> **Raw data**

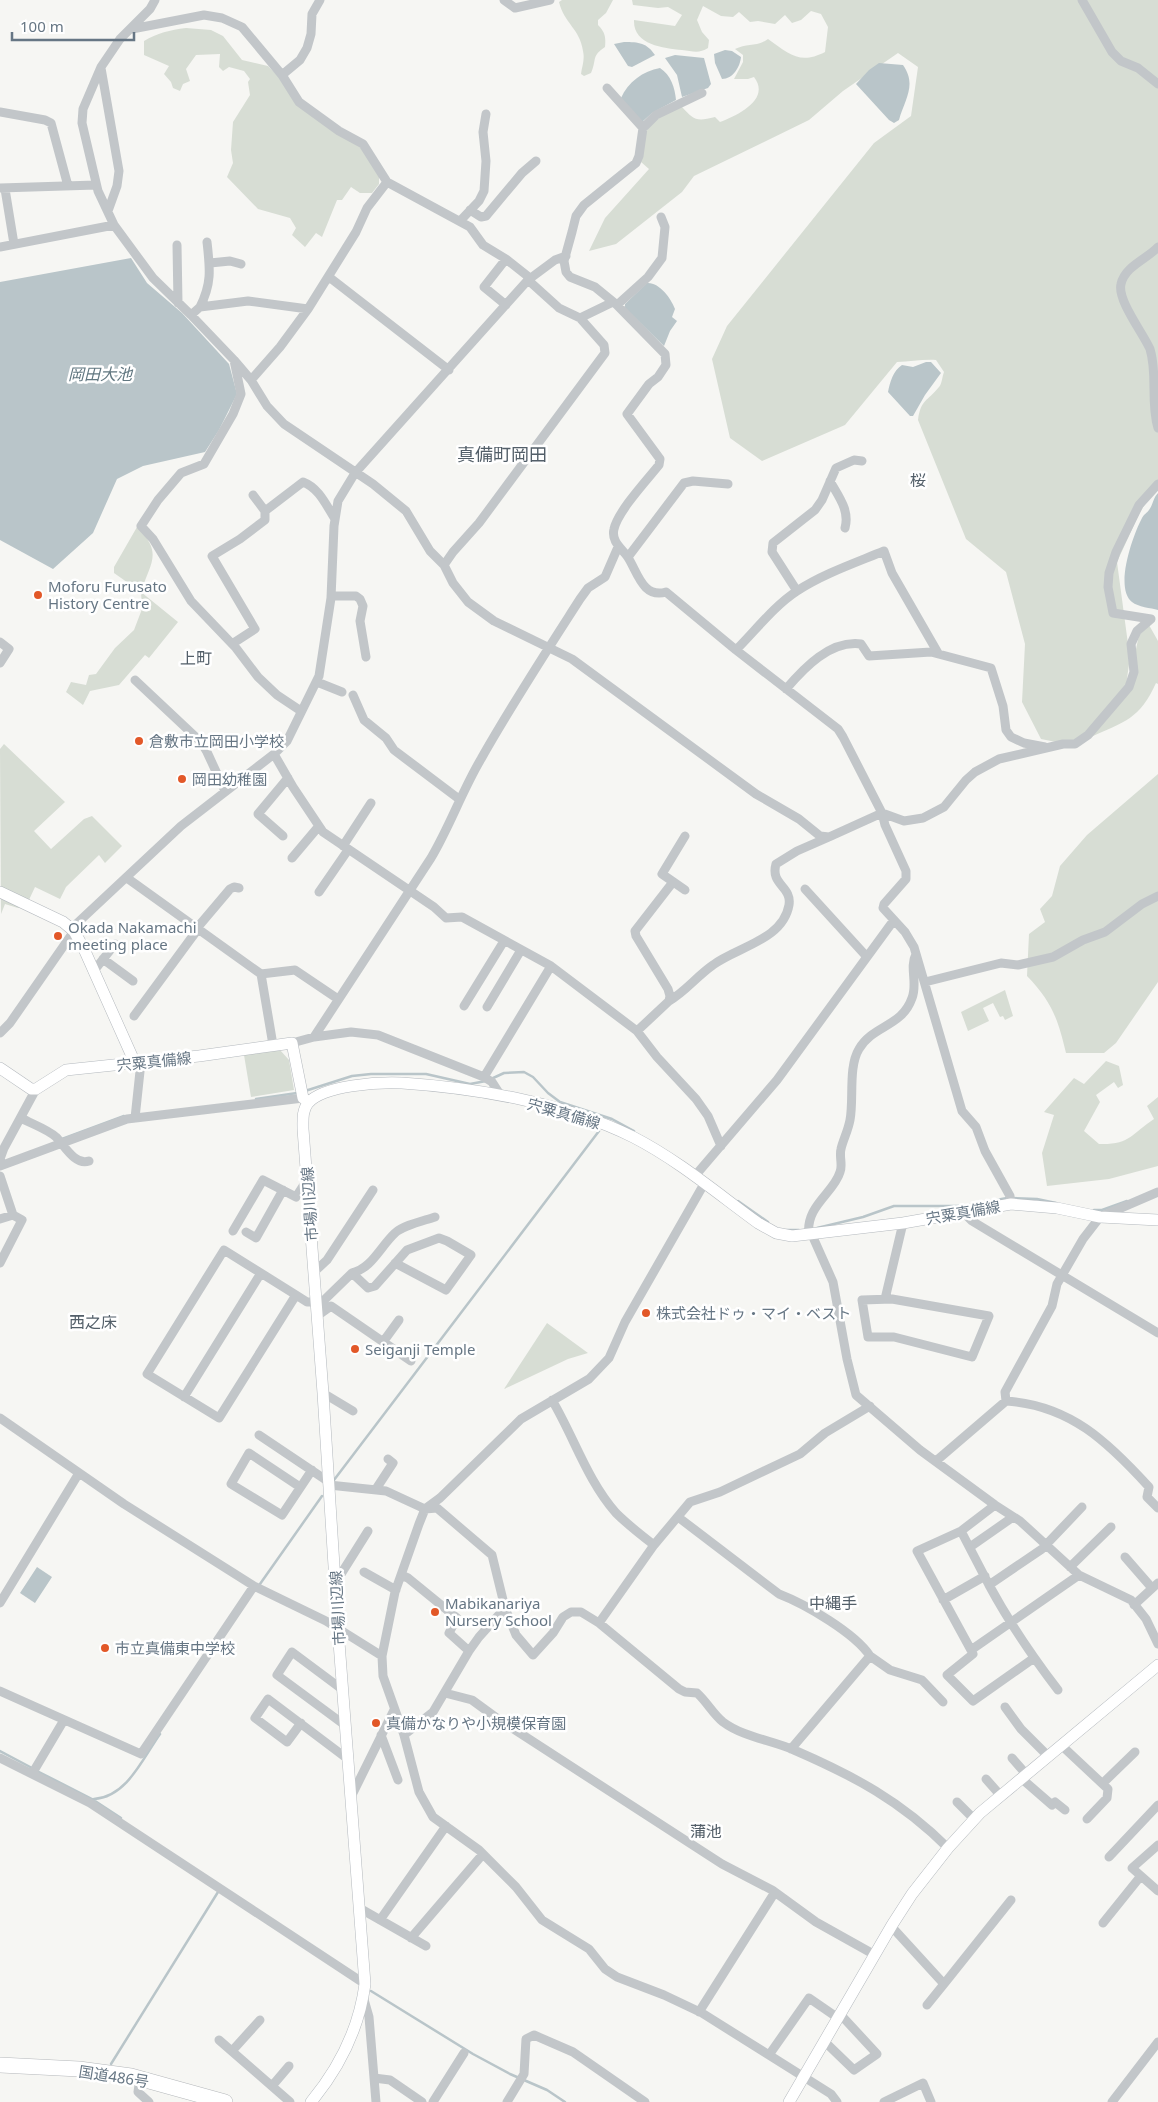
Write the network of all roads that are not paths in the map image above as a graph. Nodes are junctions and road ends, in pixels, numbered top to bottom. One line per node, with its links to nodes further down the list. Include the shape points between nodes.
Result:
* * *
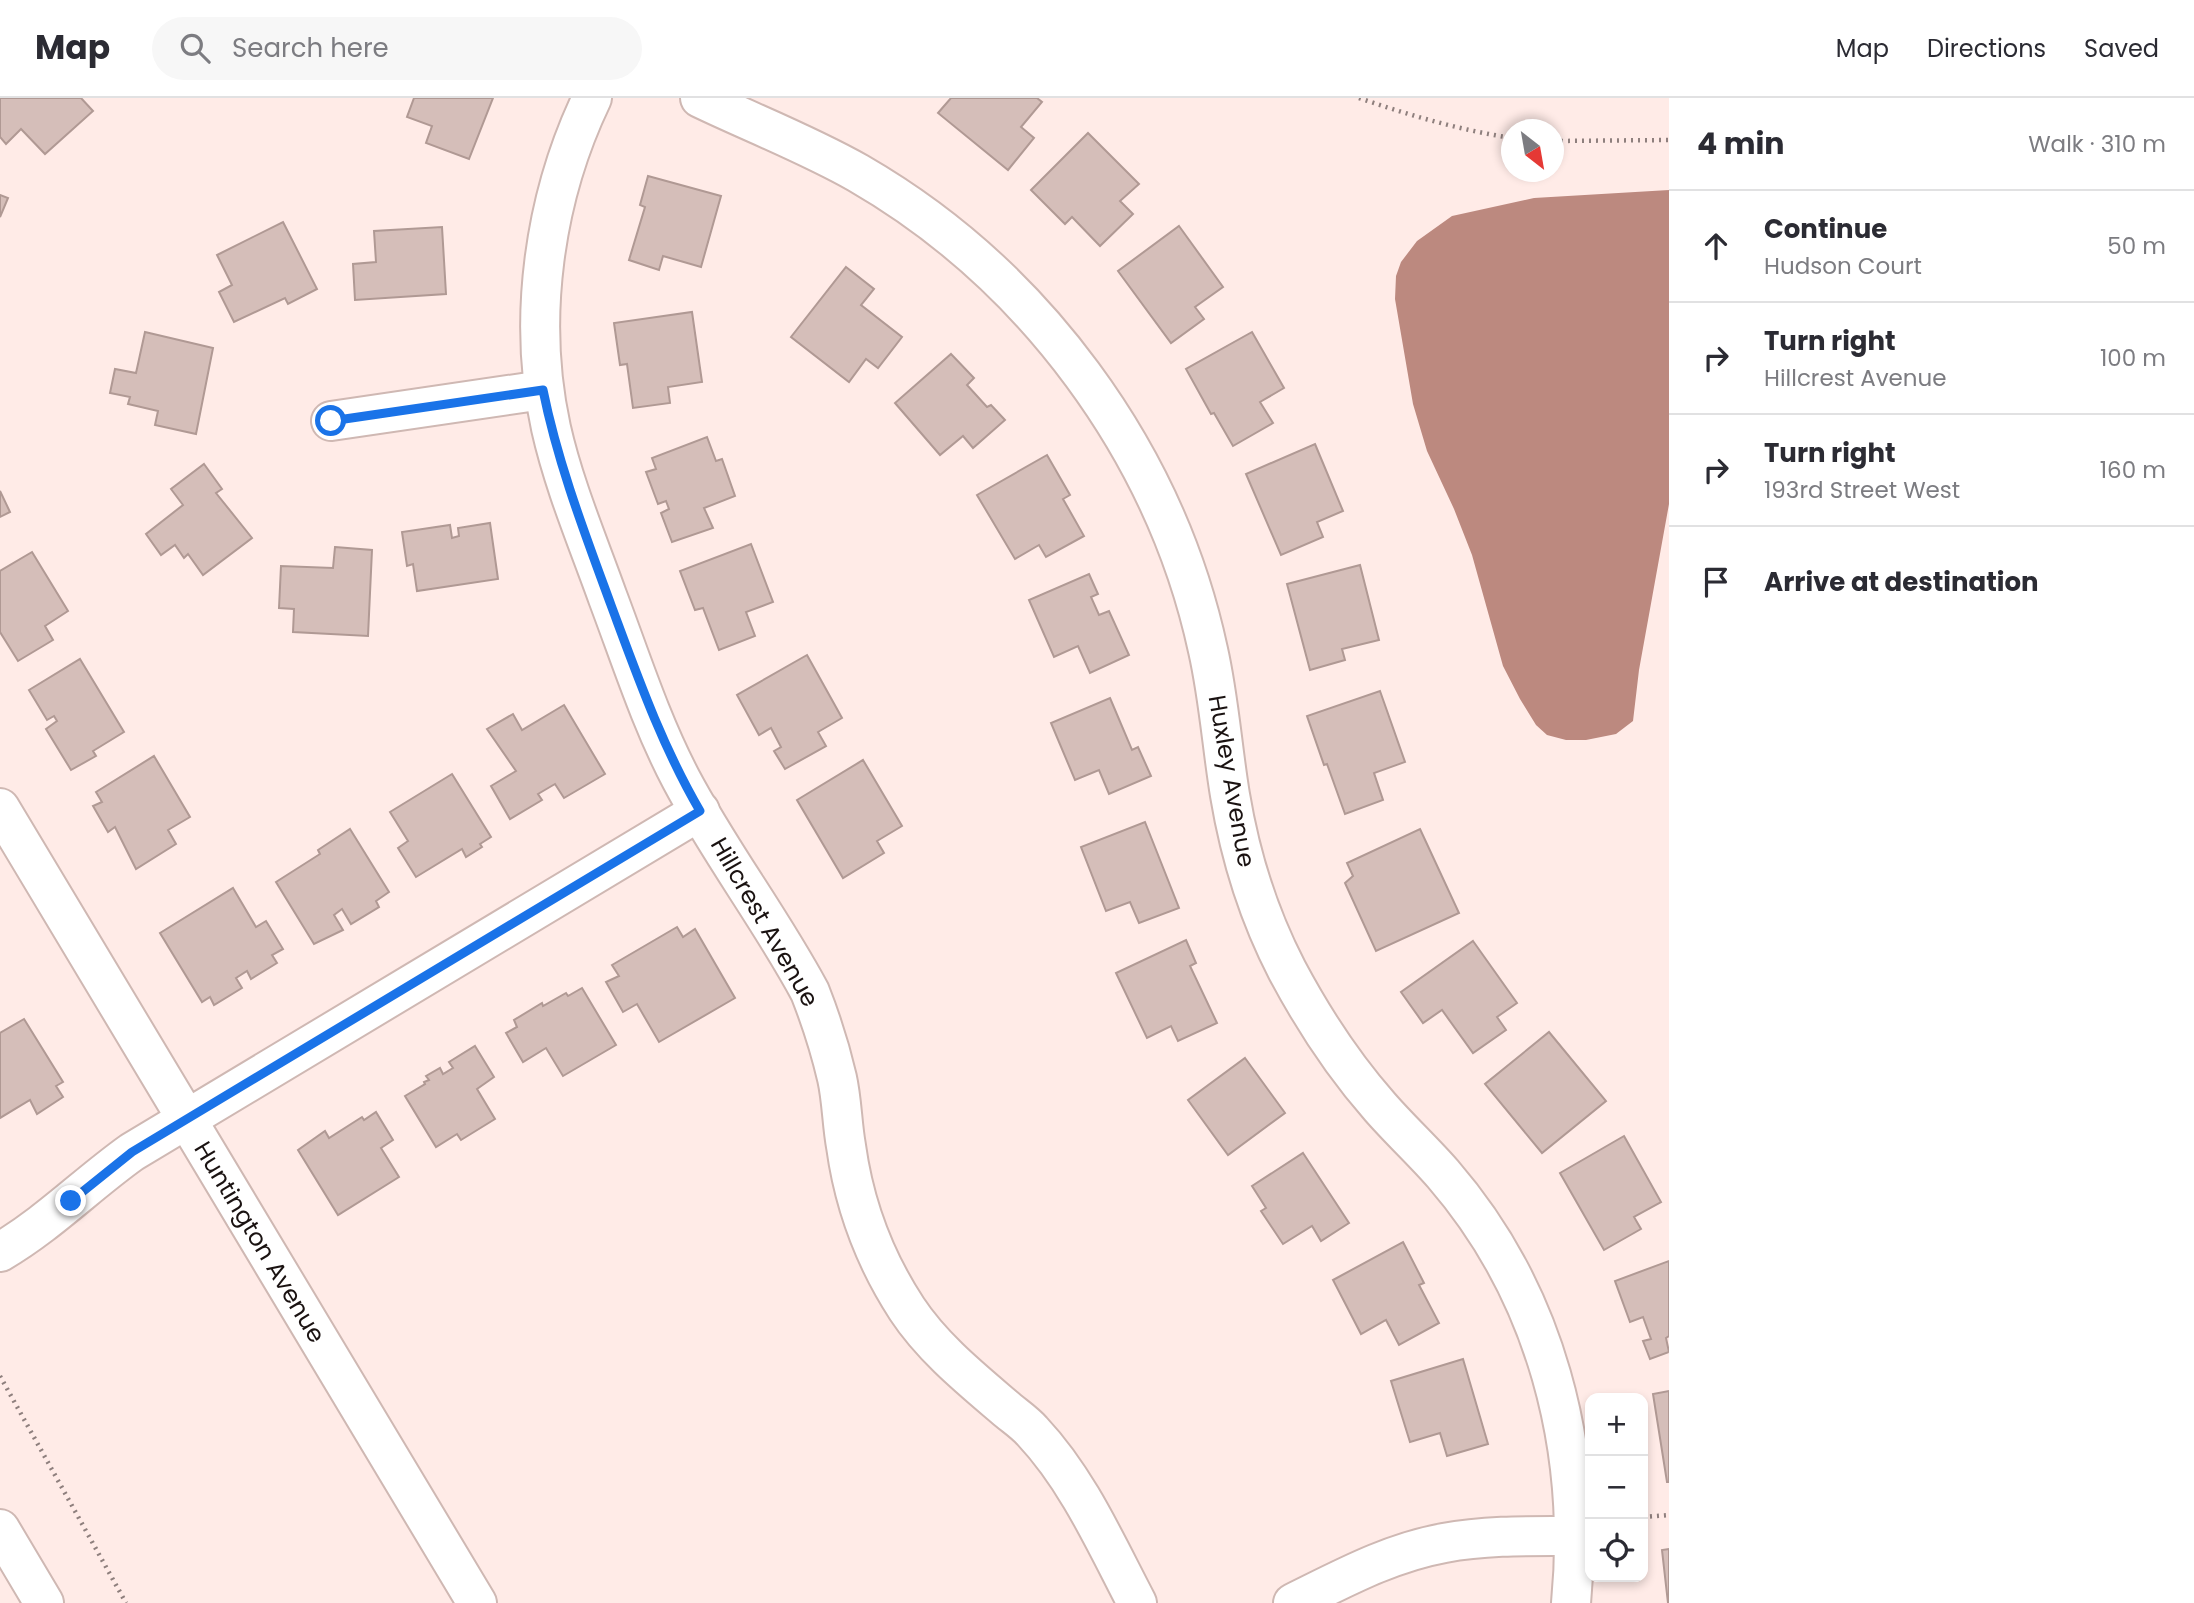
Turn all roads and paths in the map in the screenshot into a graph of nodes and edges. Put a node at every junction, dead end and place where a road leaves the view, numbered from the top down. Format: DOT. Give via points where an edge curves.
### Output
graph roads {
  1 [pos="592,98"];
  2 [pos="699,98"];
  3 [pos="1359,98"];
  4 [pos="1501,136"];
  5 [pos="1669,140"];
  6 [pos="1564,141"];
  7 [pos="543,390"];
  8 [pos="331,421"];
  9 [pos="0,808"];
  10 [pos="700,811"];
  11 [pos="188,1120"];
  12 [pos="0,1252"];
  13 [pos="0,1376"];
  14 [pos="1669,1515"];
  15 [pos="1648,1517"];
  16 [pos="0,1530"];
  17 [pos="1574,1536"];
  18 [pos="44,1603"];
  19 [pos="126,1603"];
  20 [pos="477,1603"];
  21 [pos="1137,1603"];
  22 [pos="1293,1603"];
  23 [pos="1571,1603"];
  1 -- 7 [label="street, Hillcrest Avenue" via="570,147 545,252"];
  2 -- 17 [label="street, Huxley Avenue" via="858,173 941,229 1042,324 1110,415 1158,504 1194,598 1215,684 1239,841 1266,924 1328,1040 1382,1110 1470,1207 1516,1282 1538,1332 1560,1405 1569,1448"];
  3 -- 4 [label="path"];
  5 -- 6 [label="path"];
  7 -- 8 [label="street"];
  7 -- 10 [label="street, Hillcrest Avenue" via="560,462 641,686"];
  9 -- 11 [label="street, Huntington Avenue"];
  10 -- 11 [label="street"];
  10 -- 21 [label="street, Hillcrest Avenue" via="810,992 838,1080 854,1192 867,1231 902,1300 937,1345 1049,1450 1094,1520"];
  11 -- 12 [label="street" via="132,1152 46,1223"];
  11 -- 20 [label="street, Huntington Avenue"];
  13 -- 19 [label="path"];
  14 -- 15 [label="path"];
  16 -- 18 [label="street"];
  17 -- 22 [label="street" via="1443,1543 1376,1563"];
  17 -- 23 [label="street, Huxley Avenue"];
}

> **Instructions to follow**
The word is "points". Copy every line above where it appears.

> **Response**
Write the network of all roads that are not paths in the map image above as a graph. Nodes are junctions and road ends, in pixels, numbered top to bottom. One line per node, with its links to nodes further down the list. Include the shape points between nodes.
Turn all roads and paths in the map in the screenshot into a graph of nodes and edges. Put a node at every junction, dead end and place where a road leaves the view, numbered from the top down. Format: DOT. Give via points where an edge curves.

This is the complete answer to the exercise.